The Sports Medicine track is for residents interested in pursuing additional experience in treating musculoskeletal issues commonly found in the outpatient setting. Family Health Centers of San Diego has a Sports Medicine department comprised of fellowship-trained family medicine doctors, physical and occupational therapists and chiropractors. All residents complete a month of Sports Medicine, but those in the track participate in additional opportunities such as local sports coverage, pre-participation physicals and monthly clinics in our Sports Medicine clinics starting in their second year. They learn how to perform ultrasounds, injections, splinting and casting. They attend musculoskeletal didactics and conferences. They work with leading sports medicine doctors in the San Diego area. Residents in this track are generally interested in pursuing a Sports Medicine Fellowship.

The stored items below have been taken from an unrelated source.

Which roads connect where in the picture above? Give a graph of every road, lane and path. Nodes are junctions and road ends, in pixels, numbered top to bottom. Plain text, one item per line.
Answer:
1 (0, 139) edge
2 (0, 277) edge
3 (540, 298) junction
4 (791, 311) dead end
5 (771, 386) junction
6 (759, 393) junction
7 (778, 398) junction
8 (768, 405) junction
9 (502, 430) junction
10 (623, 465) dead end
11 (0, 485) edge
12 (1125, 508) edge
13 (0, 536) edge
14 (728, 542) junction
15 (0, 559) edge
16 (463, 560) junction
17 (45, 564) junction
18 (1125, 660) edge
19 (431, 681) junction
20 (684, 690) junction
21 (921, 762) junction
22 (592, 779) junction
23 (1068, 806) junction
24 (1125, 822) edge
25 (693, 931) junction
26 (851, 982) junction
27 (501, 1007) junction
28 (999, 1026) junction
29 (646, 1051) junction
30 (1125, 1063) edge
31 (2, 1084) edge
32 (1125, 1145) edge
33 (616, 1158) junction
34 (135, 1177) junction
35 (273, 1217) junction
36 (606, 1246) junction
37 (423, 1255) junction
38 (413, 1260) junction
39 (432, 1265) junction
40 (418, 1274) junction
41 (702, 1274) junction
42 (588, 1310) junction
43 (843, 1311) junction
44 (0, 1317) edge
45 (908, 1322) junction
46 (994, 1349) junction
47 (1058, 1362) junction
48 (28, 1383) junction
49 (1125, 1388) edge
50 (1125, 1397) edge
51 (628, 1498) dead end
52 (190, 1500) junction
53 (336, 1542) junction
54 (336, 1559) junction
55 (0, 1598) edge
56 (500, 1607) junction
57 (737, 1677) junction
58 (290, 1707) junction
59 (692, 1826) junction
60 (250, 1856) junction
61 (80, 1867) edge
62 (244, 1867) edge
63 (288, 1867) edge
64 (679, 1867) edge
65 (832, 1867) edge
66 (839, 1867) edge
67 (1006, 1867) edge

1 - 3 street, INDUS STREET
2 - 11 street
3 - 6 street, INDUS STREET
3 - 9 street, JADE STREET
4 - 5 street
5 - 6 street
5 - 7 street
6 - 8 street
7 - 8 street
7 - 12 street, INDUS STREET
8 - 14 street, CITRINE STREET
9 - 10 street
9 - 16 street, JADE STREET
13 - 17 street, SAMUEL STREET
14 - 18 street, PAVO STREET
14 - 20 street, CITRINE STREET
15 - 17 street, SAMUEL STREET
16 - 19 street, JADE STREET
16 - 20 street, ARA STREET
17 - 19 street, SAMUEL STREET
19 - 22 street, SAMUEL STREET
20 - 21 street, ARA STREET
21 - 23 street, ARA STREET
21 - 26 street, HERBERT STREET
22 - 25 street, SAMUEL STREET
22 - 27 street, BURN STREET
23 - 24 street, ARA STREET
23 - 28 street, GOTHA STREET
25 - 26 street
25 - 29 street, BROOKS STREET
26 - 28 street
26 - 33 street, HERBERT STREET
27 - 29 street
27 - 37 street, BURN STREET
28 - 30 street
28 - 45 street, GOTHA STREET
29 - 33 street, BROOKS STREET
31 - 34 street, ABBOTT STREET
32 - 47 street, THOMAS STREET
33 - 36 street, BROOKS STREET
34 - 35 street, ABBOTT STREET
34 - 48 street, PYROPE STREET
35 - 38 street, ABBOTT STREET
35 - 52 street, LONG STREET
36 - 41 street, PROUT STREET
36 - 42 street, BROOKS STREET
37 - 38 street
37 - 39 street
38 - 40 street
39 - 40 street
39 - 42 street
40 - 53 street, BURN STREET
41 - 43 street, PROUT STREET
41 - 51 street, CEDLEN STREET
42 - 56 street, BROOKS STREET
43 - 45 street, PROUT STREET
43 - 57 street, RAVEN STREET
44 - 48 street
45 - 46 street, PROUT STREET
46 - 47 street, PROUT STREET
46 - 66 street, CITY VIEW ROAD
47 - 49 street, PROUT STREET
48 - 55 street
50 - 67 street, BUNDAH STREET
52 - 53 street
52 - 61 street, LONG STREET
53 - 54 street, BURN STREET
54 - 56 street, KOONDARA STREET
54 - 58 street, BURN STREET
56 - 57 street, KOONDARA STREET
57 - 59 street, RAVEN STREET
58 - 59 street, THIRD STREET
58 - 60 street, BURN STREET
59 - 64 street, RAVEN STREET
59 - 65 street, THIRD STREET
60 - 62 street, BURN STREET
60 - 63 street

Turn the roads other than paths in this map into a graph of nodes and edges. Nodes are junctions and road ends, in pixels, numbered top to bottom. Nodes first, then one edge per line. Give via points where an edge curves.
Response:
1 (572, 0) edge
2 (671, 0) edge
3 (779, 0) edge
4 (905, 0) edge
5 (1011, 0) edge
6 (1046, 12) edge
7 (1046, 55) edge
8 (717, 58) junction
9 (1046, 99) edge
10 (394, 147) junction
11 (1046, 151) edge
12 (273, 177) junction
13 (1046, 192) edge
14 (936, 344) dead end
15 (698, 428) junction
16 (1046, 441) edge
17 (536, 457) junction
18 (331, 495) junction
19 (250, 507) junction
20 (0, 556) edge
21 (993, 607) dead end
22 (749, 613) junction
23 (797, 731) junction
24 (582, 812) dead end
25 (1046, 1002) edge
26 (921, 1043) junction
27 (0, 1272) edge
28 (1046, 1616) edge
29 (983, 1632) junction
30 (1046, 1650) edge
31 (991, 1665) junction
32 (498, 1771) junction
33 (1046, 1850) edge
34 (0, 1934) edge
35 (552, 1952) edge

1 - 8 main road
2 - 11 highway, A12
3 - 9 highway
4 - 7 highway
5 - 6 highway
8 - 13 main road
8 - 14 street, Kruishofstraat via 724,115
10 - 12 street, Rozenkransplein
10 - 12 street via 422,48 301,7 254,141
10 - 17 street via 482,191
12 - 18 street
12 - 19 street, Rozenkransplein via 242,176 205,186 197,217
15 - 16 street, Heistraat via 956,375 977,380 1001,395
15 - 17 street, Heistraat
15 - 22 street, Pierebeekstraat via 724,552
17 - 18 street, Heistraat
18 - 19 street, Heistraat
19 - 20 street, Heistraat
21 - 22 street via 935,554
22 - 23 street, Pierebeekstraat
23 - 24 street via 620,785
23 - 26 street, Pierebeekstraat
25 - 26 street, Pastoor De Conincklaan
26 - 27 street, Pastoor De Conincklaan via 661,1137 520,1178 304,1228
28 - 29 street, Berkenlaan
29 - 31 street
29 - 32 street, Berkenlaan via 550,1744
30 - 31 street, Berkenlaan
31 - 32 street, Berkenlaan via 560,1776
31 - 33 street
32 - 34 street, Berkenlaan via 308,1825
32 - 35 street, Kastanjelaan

The Global Health Area of Concentration (GHAOC) provides residents with exposure and training in the health care of special populations of underserved patients-refugees, immigrants and asylum seekers-in the context of their home country, community and family structure. The residents develop their knowledge of the social, geopolitical and cultural aspects affecting health beliefs and practices in the US and abroad. All residents rotate through Community Medicine in their first year and work with FHCSD’s large network of local community partners who work with refugees and immigrants. Community partnerships that enhance our “glocal” experiences include: Dialogue with the Doctor monthly series with United Women’s East African Support Team, partnership with Survivors of Torture International to include training in forensic examinations for asylum seekers and Dunya Women’s Health Collaborative which focuses on Female Genital Cutting care best practices. Those in the GHAOC complete a one month Global Health Community Medicine “glocal” elective in their second year. In their third year, the GHAOC residents complete an elective abroad and are encouraged to present their scholarly or QI project at a Global Health scholarly conference.
The Integrative Medicine Track provides residents with exposure and training that seeks to integrate the best of western scientific medicine with the broader understanding of the nature of illness, healing and wellness. Those in track will complete the University of Arizona Online Integrative Medicine in Residency online curriculum. They will also complete a two or four week month Integrative Medicine elective either with San Diego-based practitioners or at the University of Arizona in Tucson campus. Residents will have Integrative Medicine patients scheduled in their Family Medicine clinic as part of the recurring Behavioral Health schedule providing an opportunity for continued practice. In their third year, the residents are encouraged to present their scholarly or QI project at an Integrative Medicine-oriented scholarly conference.